Foreign policy is not for the people
The German public and German Officialdom are not on the same Israel page.
If you are following recent events in Germany, you probably know it’s not a great time for free expression and critical writing. That makes it an extra great time for independent support!
They say you get the government you deserve, but on the world stage German Officialdom seems to be doing a disservice to the public it claims to represent. November’s DeutschlandTREND is out — the first since Israel’s failure to prevent Hamas’ horrific attack — and the results are remarkable for how far they fall from official rhetoric.
Ordinary Germans appear to have a more nuanced understanding of both the current carnage as well as their own history than most of their media and political institutions. One should always be skeptical of polling data, of course, but as far as polls go DeutschlandTREND is a pretty reliable one. It’s been coming out every month for just about forever. More broadly speaking, Germany is a fairly consistent place to poll.
Germans know a terror attack when they see one, and a country’s right to defend itself from/respond to it. More of them than not also know what “going too far” in that response looks like. And a lot of them — more than 60% — say Israel’s military action is “unjustified” in light of the unprecedented death and destruction it has brought to civilians in Gaza.

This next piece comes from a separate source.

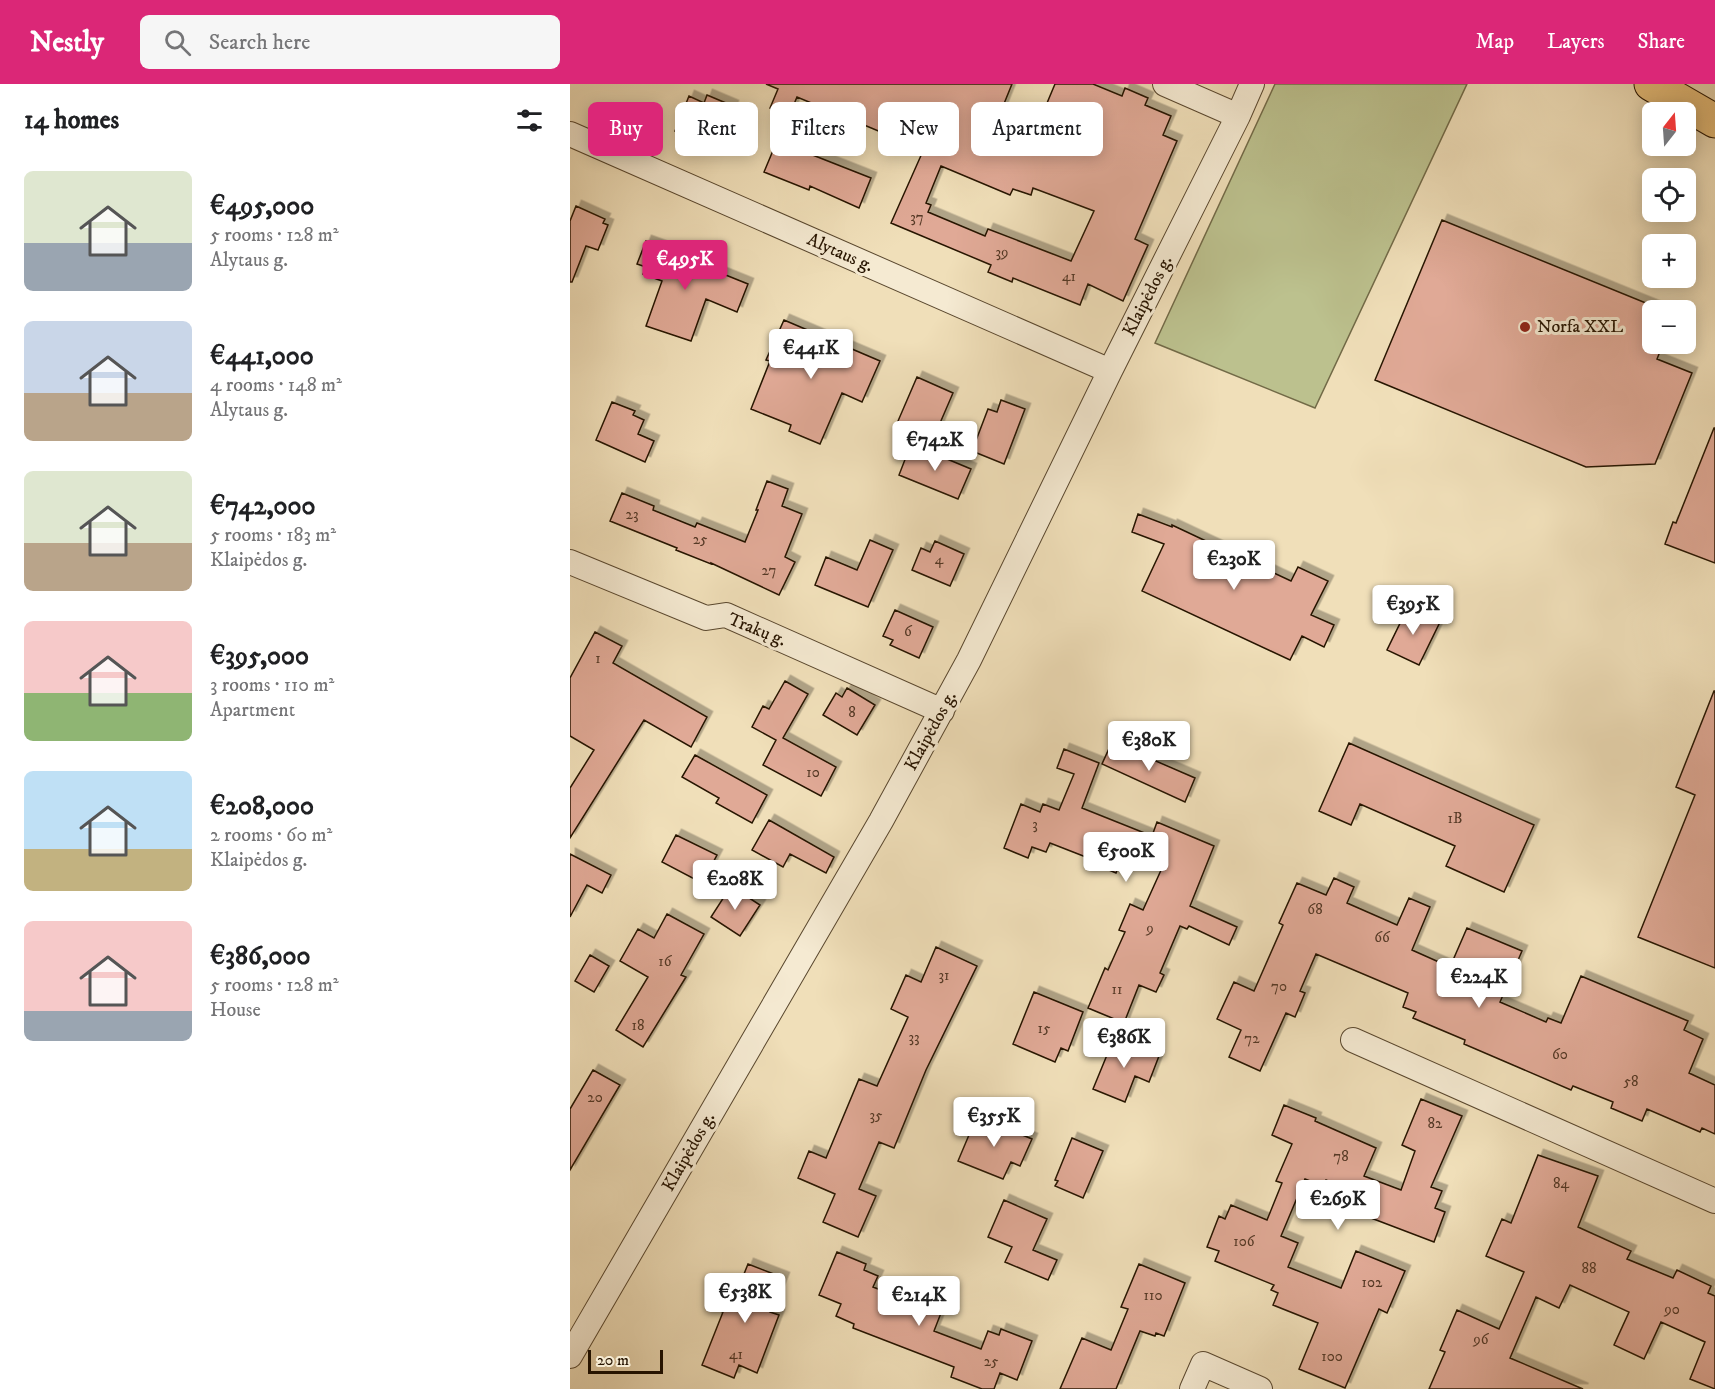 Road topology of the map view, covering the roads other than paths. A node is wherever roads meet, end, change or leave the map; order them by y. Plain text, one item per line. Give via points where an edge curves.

“Responsibility” is a tricky thing to assess and depends a lot on where you want to start the story of conflict. Here, too, Germans look to get it about right. While nearly eight in ten say Hamas is responsible for the current situation that civilians in Gaza face, a solid majority also pin some or all the blame on Israel. That is a sensible take. In the acute view, no Hamas attack on Oct. 7, no ferocious response from Israel. Bring in the broader, how-we-got-here angle, and the victim-perpetrator dynamic gets a lot messier. Israel’s ability to cut off Gaza almost overnight reveals just how much power it wields over the territory’s two-plus million people.
Back in the ‘Schland, media reports and lawmakers appear unable to distinguish between the Israel-fueled antisemitism that has emerged in isolated outbursts of “emotion,” and the totality of state-driven antisemitism that led to Germany killing six million Jews. Sporadic celebration of death is disturbing, but surely the more dangerous knee-jerk reaction is German Officialdom’s. Without evidence, it quickly made up its mind about who is behind a handful of recent attacks on Jewish property — simultaneously relativizing the Holocaust, exacerbating Islamophobia, and possibly even exposing Germany to Russian disinformation.
Germans, by contrast, come off more circumspect. Only a slim majority agree with the statement that antisemitism is spreading in Germany. That is down seven points compared to figures from October 2019.
The numbers are particularly interesting when broken down by party affiliation. Greens and Social Democrat members are the most likely to see antisemitism on the march. A far smaller majority of conservative Christian Democrats share this view. That seems at odds with leader Friedrich Merz, who has made ample use of the xenophobic and Islamophobic dog whistles, and is ready to tie German citizenship to an Israel loyalty oath.
It must be especially embarrassing to share the spot with supporters of the socialist Left — the CDU’s nemesis that is most often accused of antisemitism due to anti-colonial and pro-Palestinian positions. When it comes to the state of antisemitism in Germany, the party that claims to stand the closest with Israel sees things the same as the one known for having the harshest criticism of Israel. Just 56% of each party agree antisemitism is spreading — hardly a resounding confirmation that it’s 1938 again.
(Always worth noting: The biggest threat to both Jews and Muslims in Germany isn’t each other, but far-right and white-supremacist groups.)
Perhaps one reason for the lack of general alarm is confusion over what exactly to be alarmed about. Germany’s domestic intelligence acknowledges that establishing a definition for violent “antisemitism” is anything but straightforward. Germany’s oft-quoted antisemitism reporting association, RIAS, suffers from similar methodological shortcomings as its counterpart in the United States.
Or perhaps it’s just that most Germans don’t know Jews so they wouldn’t see a problem even if there was one. Germany has never been home to a large Jewish population, which is as true today as it was before the Holocaust. Most contact happens at the political level for political purposes, which means German officials have little better read of things.